BCOR is a component of the Polycomb Repressive Complex 1 variant that ubiquitinates lysine 119 on histone
H2A (H2AK119Ub). Dysregulation of BCOR is clearly associated with eye and retinal disorders, including Lenz
microphthalmia, Oculofaciocardiodental Syndrome, and retinoblastoma, but its role in retinal neurogenesis is
still not well understood. In preliminary studies, I performed coimmunoprecipitation-mass spectrometry and
validated BCOR’s interaction with other PcG proteins in retinal cells. I then performed BCOR chromatin
immunoprecipitation sequencing (ChIP-seq) and identified strong peaks at retinal progenitor genes LHX2,
PAX6, SIX3, and SIX6, all of which are significant in optic vesicle development and later play distinct roles in
retinal cell fate decisions. Thus, I propose to investigate the role of BCOR in retinal neurogenesis. I
hypothesize that BCOR mediates the switch from retinal progenitors to differentiated cell types by recruiting
PcG proteins to regulate H2AK119Ub on the chromatin to repress multipotency genes. I will test this
hypothesis with the following aims: (1) Identify the epigenetic mechanism of BCOR for regulating retinal
progenitor genes, and (2) Determine how BCOR affects the generation of major retinal cell types in vivo.
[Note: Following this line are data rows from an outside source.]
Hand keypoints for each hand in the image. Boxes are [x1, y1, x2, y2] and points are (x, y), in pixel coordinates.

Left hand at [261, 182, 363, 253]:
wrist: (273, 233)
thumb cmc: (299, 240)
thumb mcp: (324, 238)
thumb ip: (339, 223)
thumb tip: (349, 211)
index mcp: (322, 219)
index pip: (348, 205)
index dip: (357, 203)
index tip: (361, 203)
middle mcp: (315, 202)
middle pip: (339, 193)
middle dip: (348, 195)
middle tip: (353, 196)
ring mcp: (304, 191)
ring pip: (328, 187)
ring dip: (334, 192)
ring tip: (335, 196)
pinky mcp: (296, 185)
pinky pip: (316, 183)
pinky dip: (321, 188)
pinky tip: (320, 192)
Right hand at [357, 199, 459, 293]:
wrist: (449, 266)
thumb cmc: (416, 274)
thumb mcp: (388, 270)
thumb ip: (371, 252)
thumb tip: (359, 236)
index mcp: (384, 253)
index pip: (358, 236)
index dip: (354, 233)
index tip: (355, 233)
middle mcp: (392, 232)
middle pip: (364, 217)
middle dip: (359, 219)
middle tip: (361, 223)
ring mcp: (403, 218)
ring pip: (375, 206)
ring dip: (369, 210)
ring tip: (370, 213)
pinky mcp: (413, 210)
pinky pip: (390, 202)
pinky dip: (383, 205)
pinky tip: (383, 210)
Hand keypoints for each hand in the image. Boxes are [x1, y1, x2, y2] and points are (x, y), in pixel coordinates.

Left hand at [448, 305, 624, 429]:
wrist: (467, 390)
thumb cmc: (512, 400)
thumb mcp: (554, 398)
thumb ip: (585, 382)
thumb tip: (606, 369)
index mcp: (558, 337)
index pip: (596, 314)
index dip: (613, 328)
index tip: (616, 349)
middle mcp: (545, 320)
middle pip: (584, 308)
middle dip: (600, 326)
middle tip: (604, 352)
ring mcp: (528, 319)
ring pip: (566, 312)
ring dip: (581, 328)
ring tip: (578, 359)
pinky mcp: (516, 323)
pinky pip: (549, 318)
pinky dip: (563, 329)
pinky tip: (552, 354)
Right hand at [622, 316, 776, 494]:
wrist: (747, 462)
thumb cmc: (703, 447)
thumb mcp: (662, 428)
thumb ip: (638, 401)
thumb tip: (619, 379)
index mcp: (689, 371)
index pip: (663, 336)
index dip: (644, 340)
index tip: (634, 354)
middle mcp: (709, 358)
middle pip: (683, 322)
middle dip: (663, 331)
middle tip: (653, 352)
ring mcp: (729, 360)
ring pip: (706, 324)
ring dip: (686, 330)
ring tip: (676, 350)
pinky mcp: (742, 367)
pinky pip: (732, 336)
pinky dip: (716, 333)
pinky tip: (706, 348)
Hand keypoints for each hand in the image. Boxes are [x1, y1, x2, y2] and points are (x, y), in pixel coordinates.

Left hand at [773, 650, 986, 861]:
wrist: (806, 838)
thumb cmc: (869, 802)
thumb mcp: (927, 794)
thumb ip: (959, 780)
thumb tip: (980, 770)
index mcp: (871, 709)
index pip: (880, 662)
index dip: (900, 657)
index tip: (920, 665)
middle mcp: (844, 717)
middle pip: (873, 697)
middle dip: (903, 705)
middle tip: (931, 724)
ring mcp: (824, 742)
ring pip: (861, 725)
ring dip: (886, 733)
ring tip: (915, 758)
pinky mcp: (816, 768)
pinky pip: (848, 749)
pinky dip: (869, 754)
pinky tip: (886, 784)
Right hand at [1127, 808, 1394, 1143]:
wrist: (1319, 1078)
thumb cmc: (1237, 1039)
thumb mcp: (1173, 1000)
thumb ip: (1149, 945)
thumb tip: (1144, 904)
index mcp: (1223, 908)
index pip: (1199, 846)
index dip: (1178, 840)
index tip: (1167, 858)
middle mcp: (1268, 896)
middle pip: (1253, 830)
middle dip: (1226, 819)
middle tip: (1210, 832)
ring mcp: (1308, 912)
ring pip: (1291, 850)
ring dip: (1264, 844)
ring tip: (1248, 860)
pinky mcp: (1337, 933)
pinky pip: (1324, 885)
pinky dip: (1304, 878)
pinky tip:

My
overall objective is to characterize BCOR-ncPRC1.1’s role in retinal development as an avenue to discovering
new epigenetic targets for regenerative strategies in the retina.

## Key facts

- **NIH application ID:** 10141482
- **Project number:** 1F30EY032345-01
- **Recipient organization:** UNIVERSITY OF MIAMI SCHOOL OF MEDICINE
- **Principal Investigator:** Michelle Zhang
- **Activity code:** F30 (R01, R21, SBIR, etc.)
- **Funding institute:** NIH
- **Fiscal year:** 2021
- **Award amount:** $51,036
- **Award type:** 1
- **Project period:** 2021-03-01 → 2025-02-28

## Primary source

NIH RePORTER: https://reporter.nih.gov/project-details/10141482

## Citation

> US National Institutes of Health, RePORTER application 10141482, Epigenetic Regulation of Retinal Development by BCOR (1F30EY032345-01). Retrieved via AI Analytics 2026-05-23 from https://api.ai-analytics.org/grant/nih/10141482. Licensed CC0.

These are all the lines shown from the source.